#### Dataset excerpts:
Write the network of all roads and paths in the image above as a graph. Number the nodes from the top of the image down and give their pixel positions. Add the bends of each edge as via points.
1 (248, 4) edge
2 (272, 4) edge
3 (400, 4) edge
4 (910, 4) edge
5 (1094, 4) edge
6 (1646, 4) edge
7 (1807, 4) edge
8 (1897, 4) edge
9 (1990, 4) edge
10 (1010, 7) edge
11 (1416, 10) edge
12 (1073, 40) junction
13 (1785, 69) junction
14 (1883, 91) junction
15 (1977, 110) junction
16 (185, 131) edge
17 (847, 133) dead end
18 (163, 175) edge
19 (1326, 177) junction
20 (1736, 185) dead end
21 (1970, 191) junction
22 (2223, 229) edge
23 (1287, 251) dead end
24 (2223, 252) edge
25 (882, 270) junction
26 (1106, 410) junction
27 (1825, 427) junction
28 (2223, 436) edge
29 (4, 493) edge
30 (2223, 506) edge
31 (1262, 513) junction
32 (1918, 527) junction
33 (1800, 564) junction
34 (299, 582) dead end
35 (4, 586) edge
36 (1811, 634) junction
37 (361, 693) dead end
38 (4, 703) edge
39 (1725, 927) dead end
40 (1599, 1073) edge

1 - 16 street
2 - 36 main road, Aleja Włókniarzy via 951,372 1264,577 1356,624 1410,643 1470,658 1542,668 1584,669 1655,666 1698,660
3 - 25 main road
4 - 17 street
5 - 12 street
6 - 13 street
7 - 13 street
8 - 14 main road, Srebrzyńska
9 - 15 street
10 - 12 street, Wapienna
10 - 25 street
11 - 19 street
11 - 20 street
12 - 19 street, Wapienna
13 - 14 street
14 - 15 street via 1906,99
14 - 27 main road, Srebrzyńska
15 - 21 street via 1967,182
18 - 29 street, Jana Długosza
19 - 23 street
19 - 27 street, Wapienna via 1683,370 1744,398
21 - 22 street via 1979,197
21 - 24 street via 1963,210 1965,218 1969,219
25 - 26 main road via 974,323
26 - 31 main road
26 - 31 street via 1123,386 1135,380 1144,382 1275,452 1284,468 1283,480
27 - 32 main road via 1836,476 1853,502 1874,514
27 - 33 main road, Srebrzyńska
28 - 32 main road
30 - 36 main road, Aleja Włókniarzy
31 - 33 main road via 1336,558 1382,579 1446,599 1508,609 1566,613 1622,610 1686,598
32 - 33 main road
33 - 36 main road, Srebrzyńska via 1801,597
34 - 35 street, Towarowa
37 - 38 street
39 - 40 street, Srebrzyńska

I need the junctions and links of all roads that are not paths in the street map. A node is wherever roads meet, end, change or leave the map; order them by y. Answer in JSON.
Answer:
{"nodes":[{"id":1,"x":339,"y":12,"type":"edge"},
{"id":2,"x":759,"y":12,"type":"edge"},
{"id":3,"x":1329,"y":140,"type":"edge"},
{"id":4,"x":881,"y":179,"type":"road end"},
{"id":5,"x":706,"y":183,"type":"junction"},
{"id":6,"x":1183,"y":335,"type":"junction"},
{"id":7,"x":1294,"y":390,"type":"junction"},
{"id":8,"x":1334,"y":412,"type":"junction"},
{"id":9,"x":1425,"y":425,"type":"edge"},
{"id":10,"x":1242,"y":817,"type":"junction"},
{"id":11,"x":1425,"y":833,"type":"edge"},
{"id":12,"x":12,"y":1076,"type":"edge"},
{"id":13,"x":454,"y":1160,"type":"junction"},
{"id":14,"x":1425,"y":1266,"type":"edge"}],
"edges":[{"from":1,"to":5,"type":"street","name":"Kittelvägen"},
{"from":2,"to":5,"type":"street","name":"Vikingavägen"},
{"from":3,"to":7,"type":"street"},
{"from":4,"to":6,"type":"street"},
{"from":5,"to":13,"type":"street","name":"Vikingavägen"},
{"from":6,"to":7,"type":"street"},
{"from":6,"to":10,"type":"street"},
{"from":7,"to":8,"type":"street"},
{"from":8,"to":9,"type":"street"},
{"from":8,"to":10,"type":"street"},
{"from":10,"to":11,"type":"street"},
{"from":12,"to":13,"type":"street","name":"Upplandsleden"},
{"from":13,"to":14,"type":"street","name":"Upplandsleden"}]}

#### Exercise prompt:
Your answer should consist of the material above, written out word for word.

#### Response to this task:
Write the network of all roads and paths in the image above as a graph. Number the nodes from the top of the image down and give their pixel positions. Add the bends of each edge as via points.
1 (248, 4) edge
2 (272, 4) edge
3 (400, 4) edge
4 (910, 4) edge
5 (1094, 4) edge
6 (1646, 4) edge
7 (1807, 4) edge
8 (1897, 4) edge
9 (1990, 4) edge
10 (1010, 7) edge
11 (1416, 10) edge
12 (1073, 40) junction
13 (1785, 69) junction
14 (1883, 91) junction
15 (1977, 110) junction
16 (185, 131) edge
17 (847, 133) dead end
18 (163, 175) edge
19 (1326, 177) junction
20 (1736, 185) dead end
21 (1970, 191) junction
22 (2223, 229) edge
23 (1287, 251) dead end
24 (2223, 252) edge
25 (882, 270) junction
26 (1106, 410) junction
27 (1825, 427) junction
28 (2223, 436) edge
29 (4, 493) edge
30 (2223, 506) edge
31 (1262, 513) junction
32 (1918, 527) junction
33 (1800, 564) junction
34 (299, 582) dead end
35 (4, 586) edge
36 (1811, 634) junction
37 (361, 693) dead end
38 (4, 703) edge
39 (1725, 927) dead end
40 (1599, 1073) edge

1 - 16 street
2 - 36 main road, Aleja Włókniarzy via 951,372 1264,577 1356,624 1410,643 1470,658 1542,668 1584,669 1655,666 1698,660
3 - 25 main road
4 - 17 street
5 - 12 street
6 - 13 street
7 - 13 street
8 - 14 main road, Srebrzyńska
9 - 15 street
10 - 12 street, Wapienna
10 - 25 street
11 - 19 street
11 - 20 street
12 - 19 street, Wapienna
13 - 14 street
14 - 15 street via 1906,99
14 - 27 main road, Srebrzyńska
15 - 21 street via 1967,182
18 - 29 street, Jana Długosza
19 - 23 street
19 - 27 street, Wapienna via 1683,370 1744,398
21 - 22 street via 1979,197
21 - 24 street via 1963,210 1965,218 1969,219
25 - 26 main road via 974,323
26 - 31 main road
26 - 31 street via 1123,386 1135,380 1144,382 1275,452 1284,468 1283,480
27 - 32 main road via 1836,476 1853,502 1874,514
27 - 33 main road, Srebrzyńska
28 - 32 main road
30 - 36 main road, Aleja Włókniarzy
31 - 33 main road via 1336,558 1382,579 1446,599 1508,609 1566,613 1622,610 1686,598
32 - 33 main road
33 - 36 main road, Srebrzyńska via 1801,597
34 - 35 street, Towarowa
37 - 38 street
39 - 40 street, Srebrzyńska

I need the junctions and links of all roads that are not paths in the street map. A node is wherever roads meet, end, change or leave the map; order them by y. Answer in JSON.
Answer:
{"nodes":[{"id":1,"x":339,"y":12,"type":"edge"},
{"id":2,"x":759,"y":12,"type":"edge"},
{"id":3,"x":1329,"y":140,"type":"edge"},
{"id":4,"x":881,"y":179,"type":"road end"},
{"id":5,"x":706,"y":183,"type":"junction"},
{"id":6,"x":1183,"y":335,"type":"junction"},
{"id":7,"x":1294,"y":390,"type":"junction"},
{"id":8,"x":1334,"y":412,"type":"junction"},
{"id":9,"x":1425,"y":425,"type":"edge"},
{"id":10,"x":1242,"y":817,"type":"junction"},
{"id":11,"x":1425,"y":833,"type":"edge"},
{"id":12,"x":12,"y":1076,"type":"edge"},
{"id":13,"x":454,"y":1160,"type":"junction"},
{"id":14,"x":1425,"y":1266,"type":"edge"}],
"edges":[{"from":1,"to":5,"type":"street","name":"Kittelvägen"},
{"from":2,"to":5,"type":"street","name":"Vikingavägen"},
{"from":3,"to":7,"type":"street"},
{"from":4,"to":6,"type":"street"},
{"from":5,"to":13,"type":"street","name":"Vikingavägen"},
{"from":6,"to":7,"type":"street"},
{"from":6,"to":10,"type":"street"},
{"from":7,"to":8,"type":"street"},
{"from":8,"to":9,"type":"street"},
{"from":8,"to":10,"type":"street"},
{"from":10,"to":11,"type":"street"},
{"from":12,"to":13,"type":"street","name":"Upplandsleden"},
{"from":13,"to":14,"type":"street","name":"Upplandsleden"}]}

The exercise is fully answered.